Here’s a number that should stop every CMO in India cold: acquiring a new customer now costs 5-7x more than retaining an existing one. Performance marketing costs on Meta and Google have jumped 40-60% since 2023. CAC is eating margins alive. And yet most Indian brands are still pumping crores into the same paid acquisition hamster wheel, wondering why growth is slowing.
The smartest brands aren’t wondering. They’ve already found the exit.
They’re building communities. Not Facebook groups with 50,000 silent members. Not Discord servers that die after launch week. Real, breathing, self-sustaining tribes where members identify with the brand so deeply that they become the marketing engine themselves.
CRED did it with exclusivity. boAt did it with identity. Cult.fit did it with shared suffering. Groww did it with education. Each followed a different playbook, but they all understood the same fundamental truth: in a market where attention is expensive and trust is scarce, belonging is the ultimate moat.
This isn’t a feel-good story about “building relationships.” This is a cold, strategic analysis of why community building in India is the most underrated marketing channel, why it works better than advertising long-term, and why most brands that attempt it fail spectacularly.
New vs Retain Cost
CAC Increase Since 2023
Community LTV Multiplier
boAthead Referral Spend
CRED: The Velvet Rope That Became a Business Model
Let’s start with the brand that turned community building in India into an art form, and an obsession for every startup founder in Bengaluru.

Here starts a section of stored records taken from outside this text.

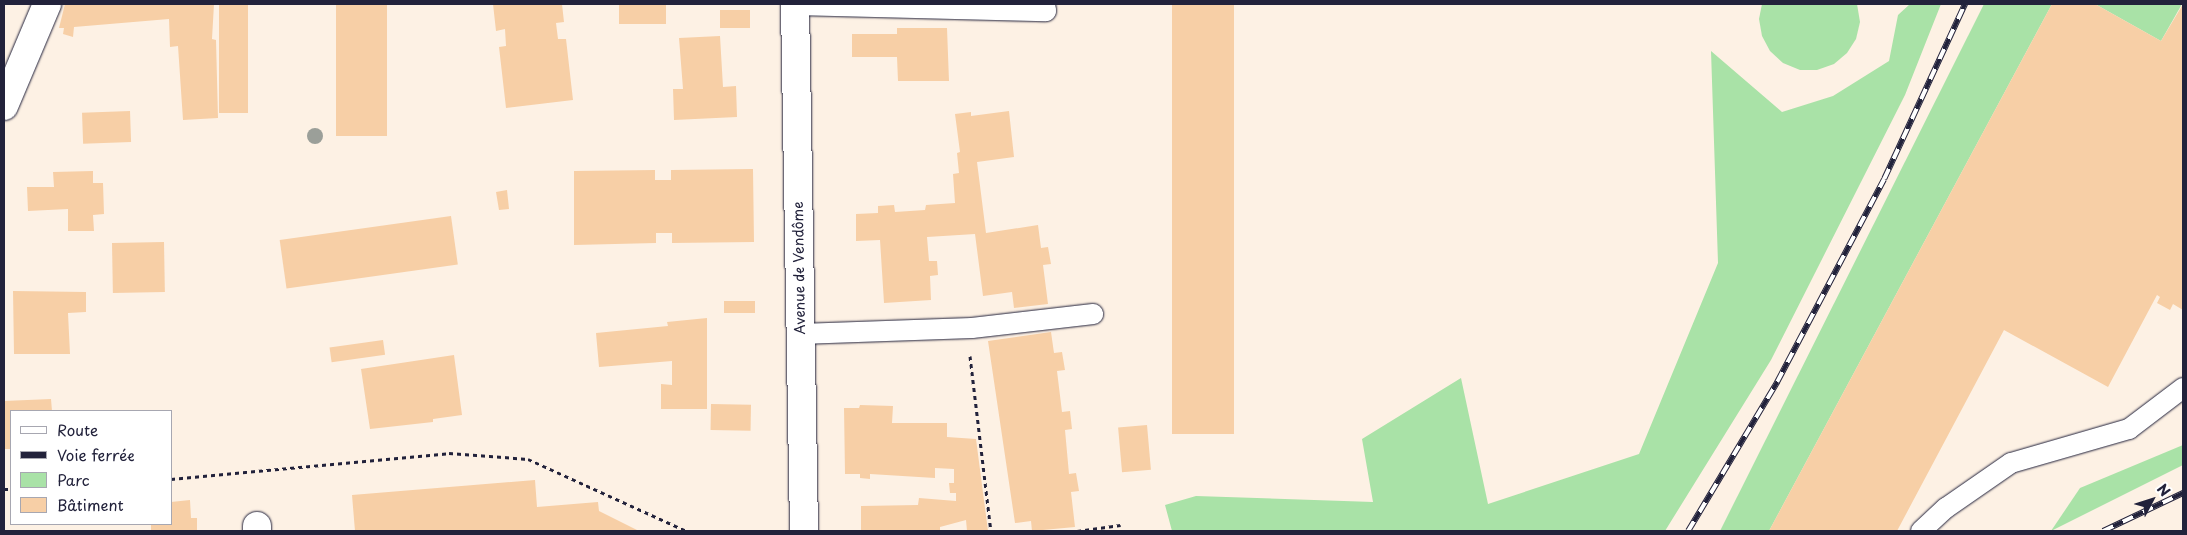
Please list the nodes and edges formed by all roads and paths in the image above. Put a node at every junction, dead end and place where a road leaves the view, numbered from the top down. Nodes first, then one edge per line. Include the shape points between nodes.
1 (46, 4) edge
2 (796, 4) edge
3 (1045, 7) edge
4 (15, 58) edge
5 (4, 106) edge
6 (1093, 314) dead end
7 (967, 328) junction
8 (800, 334) junction
9 (2183, 388) edge
10 (172, 480) edge
11 (1121, 525) dead end
12 (687, 531) edge
13 (804, 531) edge
14 (991, 531) edge
15 (1077, 531) edge
16 (1921, 531) edge

1 - 4 main road
2 - 3 lane
2 - 8 main road, Avenue de Vendôme
4 - 5 main road
6 - 7 lane
7 - 8 lane
7 - 14 path
8 - 13 main road, Avenue de Vendôme
9 - 16 lane via 2129,429 2012,463 1946,508
10 - 12 path via 449,453 528,459
11 - 15 path

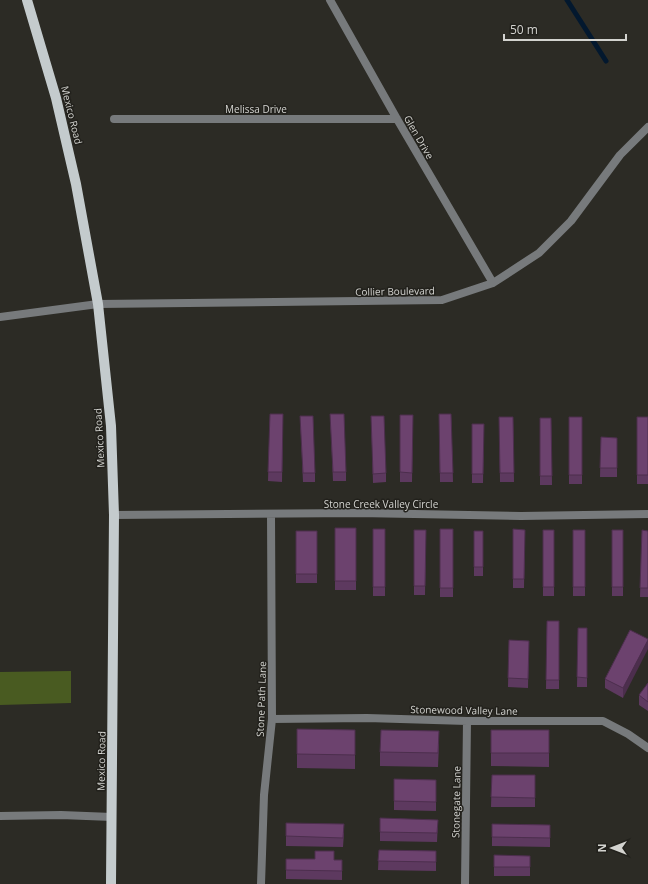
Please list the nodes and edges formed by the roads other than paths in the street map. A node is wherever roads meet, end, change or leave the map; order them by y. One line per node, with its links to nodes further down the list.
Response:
1 (27, 0): 7 (main road, Mexico Road)
2 (330, 0): 4 (street, Glen Drive)
3 (114, 119): 4 (street, Melissa Drive)
4 (397, 119): 6 (street, Glen Drive)
5 (648, 128): 6 (street, Collier Boulevard)
6 (493, 283): 7 (street, Collier Boulevard)
7 (98, 304): 8 (street, Collier Boulevard); 11 (main road, Mexico Road)
8 (0, 316)
9 (272, 514): 10 (street, Stone Creek Valley Circle); 11 (street, Stone Creek Valley Circle); 12 (street, Stone Path Lane)
10 (648, 514)
11 (114, 515): 16 (main road, Mexico Road)
12 (272, 719): 13 (street, Stonewood Valley Lane); 18 (street, Stone Path Lane)
13 (467, 721): 14 (street, Stonewood Valley Lane); 19 (street, Stonegate Lane)
14 (648, 748)
15 (0, 816): 16 (street)
16 (112, 817): 17 (main road, Mexico Road)
17 (111, 884)
18 (261, 884)
19 (465, 884)

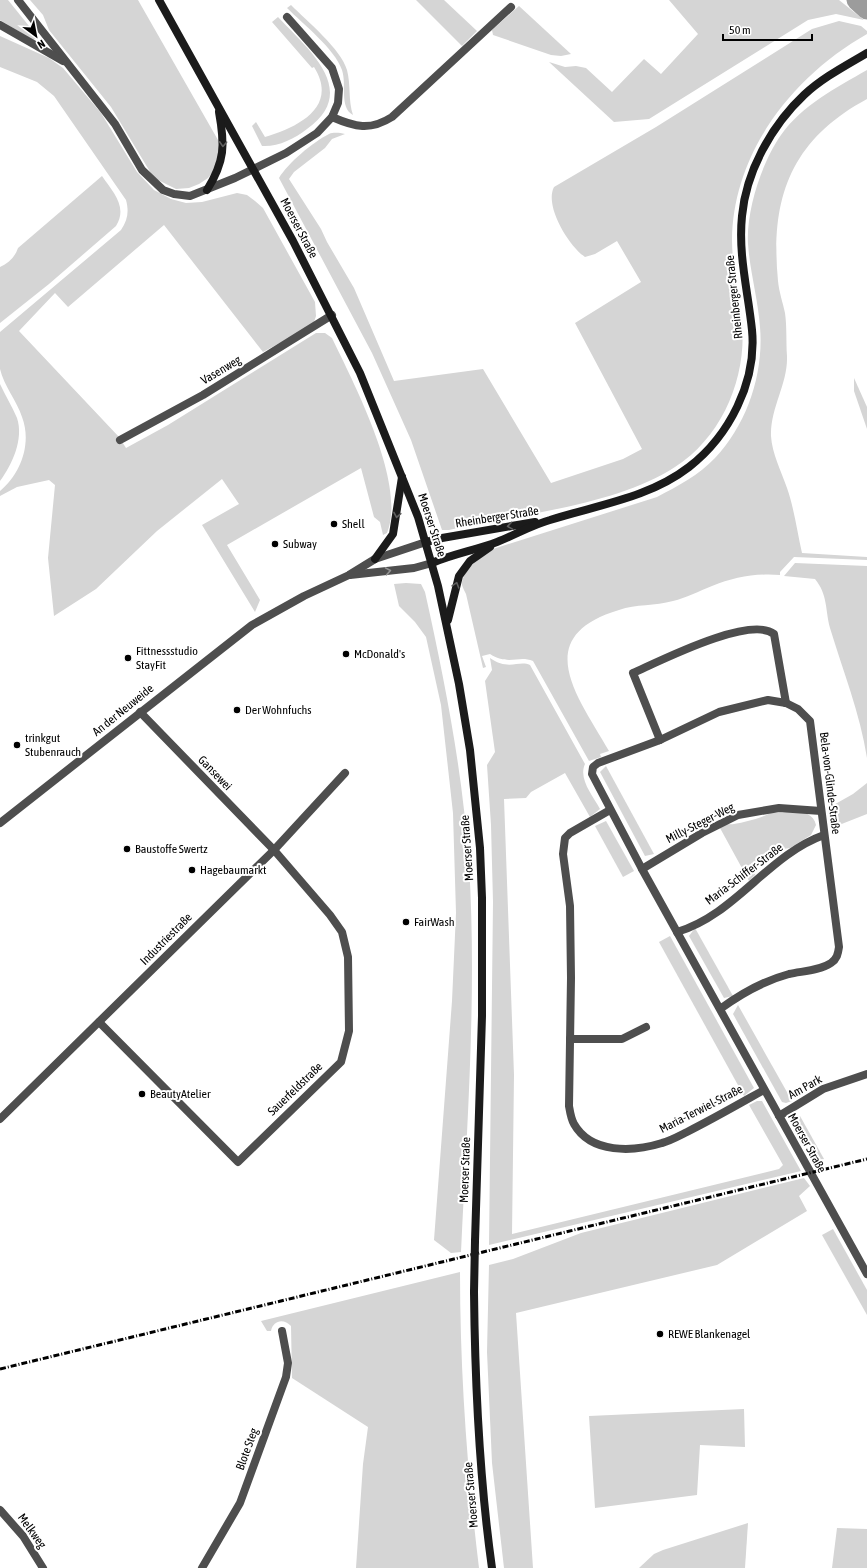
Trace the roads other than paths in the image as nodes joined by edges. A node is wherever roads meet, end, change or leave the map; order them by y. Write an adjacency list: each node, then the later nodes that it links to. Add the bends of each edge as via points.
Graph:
1 (18, 0): 7 (street)
2 (160, 0): 8 (main road, Moerser Straße)
3 (511, 7): 9 (street, via 382,124 371,127 348,124)
4 (287, 17): 9 (street, via 332,68 339,89 338,102)
5 (0, 25): 7 (street)
6 (864, 55): 15 (main road, Rheinberger Straße, via 829,75 804,95 776,129 760,154 750,179 742,215 741,264 752,332 751,364 739,403 719,439 687,468 647,491)
7 (67, 64): 11 (street, via 115,124 142,170 163,190 190,196)
8 (218, 105): 10 (main road, Moerser Straße); 11 (main road, one-way to 11, via 224,137 222,160 218,173)
9 (332, 117): 10 (street, via 303,143)
10 (253, 169): 11 (street); 12 (main road, Moerser Straße)
11 (207, 190)
12 (332, 315): 13 (street, Vasenweg, via 203,395); 14 (main road, Moerser Straße, via 360,373)
13 (120, 440)
14 (402, 477): 16 (main road, Moerser Straße); 18 (main road, one-way to 18, via 393,534)
15 (548, 520): 16 (main road, Rheinberger Straße, one-way to 16); 17 (main road, Rheinberger Straße)
16 (426, 542): 18 (street, An der Neuweide); 19 (main road, Moerser Straße)
17 (497, 542): 19 (main road, Rheinberger Straße); 21 (main road, one-way to 17, via 459,576 470,561)
18 (375, 559): 20 (street, An der Neuweide)
19 (432, 563): 20 (street, An der Neuweide, one-way to 19, via 414,568); 21 (main road, Moerser Straße)
20 (349, 575): 23 (street, An der Neuweide, via 252,625)
21 (447, 623): 47 (main road, Moerser Straße, bridge, via 470,750 480,848 482,1016 474,1292 477,1419)
22 (786, 703): 24 (street, Bela-von-Glinde-Straße, via 768,700 719,712); 24 (street, via 774,634 769,630 752,629 730,633 633,672); 28 (street, Bela-von-Glinde-Straße, via 798,709 810,721)
23 (140, 712): 29 (street, An der Neuweide); 31 (street, Gansewei)
24 (660, 740): 25 (street, Bela-von-Glinde-Straße, via 598,763)
25 (591, 769): 27 (street, Moerser Straße, via 593,779)
26 (345, 773): 31 (street, Industriestraße)
27 (610, 810): 32 (street, Moerser Straße); 37 (street, Maria-Terwiel-Straße, via 582,825 565,838 563,854 570,906)
28 (821, 811): 30 (street, Bela-von-Glinde-Straße); 32 (street, Milly-Steger-Weg, via 780,808 738,815)
29 (0, 823)
30 (824, 835): 33 (street, Maria-Schiffer-Straße, via 785,857 726,906 689,928); 34 (street, Bela-von-Glinde-Straße, via 840,947 838,956 821,968 789,974 755,986)
31 (274, 850): 35 (street, Industriestraße); 35 (street, Sauerfeldstraße, via 342,932 348,957 349,1031 341,1062 238,1162)
32 (642, 868): 33 (street, Moerser Straße)
33 (677, 932): 34 (street, Moerser Straße)
34 (720, 1009): 39 (street, Moerser Straße)
35 (99, 1022): 41 (street, Industriestraße)
36 (646, 1027): 37 (street, via 622,1039)
37 (570, 1039): 39 (street, Maria-Terwiel-Straße, via 569,1106 573,1123 581,1134 602,1146 644,1148 664,1143)
38 (867, 1074): 40 (street, Am Park, via 823,1089)
39 (764, 1090): 40 (street, Moerser Straße)
40 (779, 1116): 42 (street, Moerser Straße)
41 (0, 1119)
42 (867, 1274)
43 (282, 1331): 46 (street, Blote Steg, via 286,1353 286,1377 240,1503)
44 (0, 1510): 45 (street, Melkweg, via 23,1536)
45 (43, 1568)
46 (202, 1568)
47 (492, 1568)

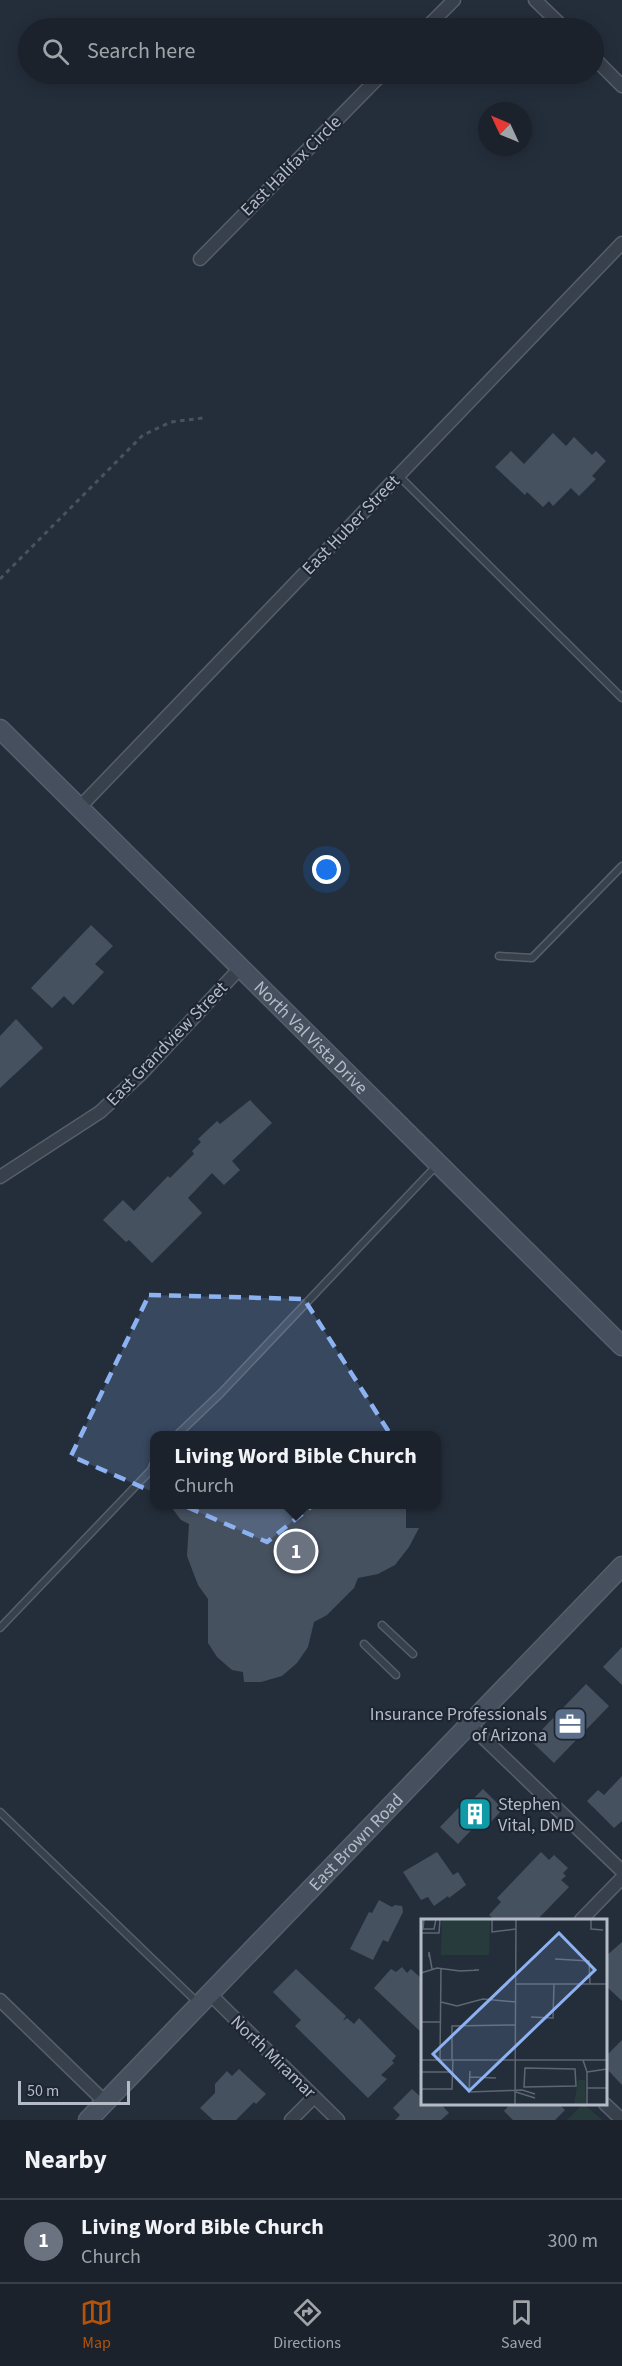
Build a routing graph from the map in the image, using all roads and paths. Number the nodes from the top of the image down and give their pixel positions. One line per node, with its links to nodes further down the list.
1 (454, 0): 3 (street)
2 (535, 0): 4 (street)
3 (436, 18)
4 (554, 18)
5 (604, 68): 7 (street)
6 (372, 84): 9 (street, East Halifax Circle)
7 (622, 86)
8 (622, 243): 11 (street, East Huber Street)
9 (200, 259)
10 (203, 418): 12 (path)
11 (398, 476): 13 (lane); 15 (street, East Huber Street)
12 (0, 579)
13 (622, 698)
14 (0, 729): 15 (main road, North Val Vista Drive)
15 (79, 808): 18 (main road, North Val Vista Drive)
16 (622, 866): 17 (lane)
17 (499, 956)
18 (241, 967): 19 (main road, North Val Vista Drive); 20 (street, East Grandview Street)
19 (438, 1164): 21 (main road, North Val Vista Drive); 22 (lane)
20 (0, 1177)
21 (622, 1346)
22 (181, 1431)
23 (150, 1471): 26 (lane)
24 (622, 1566): 30 (main road, East Brown Road)
25 (382, 1625): 28 (lane)
26 (0, 1628)
27 (364, 1644): 29 (lane)
28 (413, 1654)
29 (396, 1675)
30 (469, 1724): 32 (street); 35 (main road, East Brown Road)
31 (0, 1812): 35 (lane)
32 (622, 1871)
33 (622, 1878): 34 (street)
34 (582, 1919)
35 (203, 1998): 37 (street, North Miramar); 38 (main road, East Brown Road)
36 (0, 2000): 38 (street)
37 (314, 2097): 41 (street); 42 (street, North Miramar)
38 (105, 2102): 40 (main road, East Brown Road)
39 (607, 2105): 43 (street)
40 (88, 2120)
41 (291, 2120)
42 (338, 2120)
43 (622, 2120)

CRED didn’t build a community. It built a members-only club and then convinced India’s highest-spending consumers that getting in was a privilege. The product, a credit card bill payment app, is almost comically simple. The community strategy behind it is anything but.
Surface: What CRED Actually Did
CRED restricted access to users with a credit score above 750. That single decision changed everything. It wasn’t a feature requirement. It was a psychological gate. By telling roughly 70% of credit card holders “you can’t come in,” CRED made the remaining 30% feel like they’d earned something.
Then came the CRED Store, CRED Coins, members-only deals, and the increasingly bizarre (but brilliant) ad campaigns. Every touchpoint reinforced the same message: you are part of something others aren’t.
Strategy: Why Exclusivity Was the Point
Kunal Shah wasn’t building a payments app. He was building a high-LTV audience asset. CRED’s real product isn’t bill payment. It’s access to India’s top 5% of spenders, packaged as a community. The members-only model means every user is pre-qualified, meaning brands will pay a premium to reach them. CRED monetises through brand partnerships, and the community exclusivity is what makes those partnerships valuable.
The numbers tell the story. CRED reportedly earns ₹15-20 per transaction through merchant commissions, but the real revenue comes from brand partnerships where companies pay ₹50-100+ per engaged user interaction. When Rolex or BMW wants to reach India’s top earners, CRED is the only platform that’s already filtered the audience.
Psychology: The Scarcity-Identity Loop
This is where it gets interesting. CRED exploits two cognitive biases simultaneously:
- Scarcity bias: Restricted access increases perceived value. We want what we can’t easily have.
- Identity signalling: Membership becomes a status marker. “I’m on CRED” means “I have a good credit score,” which means “I’m financially responsible,” which means “I’m a certain kind of person.”
The genius is that these two biases reinforce each other. The scarcity makes the identity signal more powerful. The identity signal makes the scarcity feel more justified. It’s a self-sustaining psychological loop.
CRED didn’t build a fintech app. It built a velvet rope, then convinced India’s wealthiest consumers that standing behind it meant something about who they are.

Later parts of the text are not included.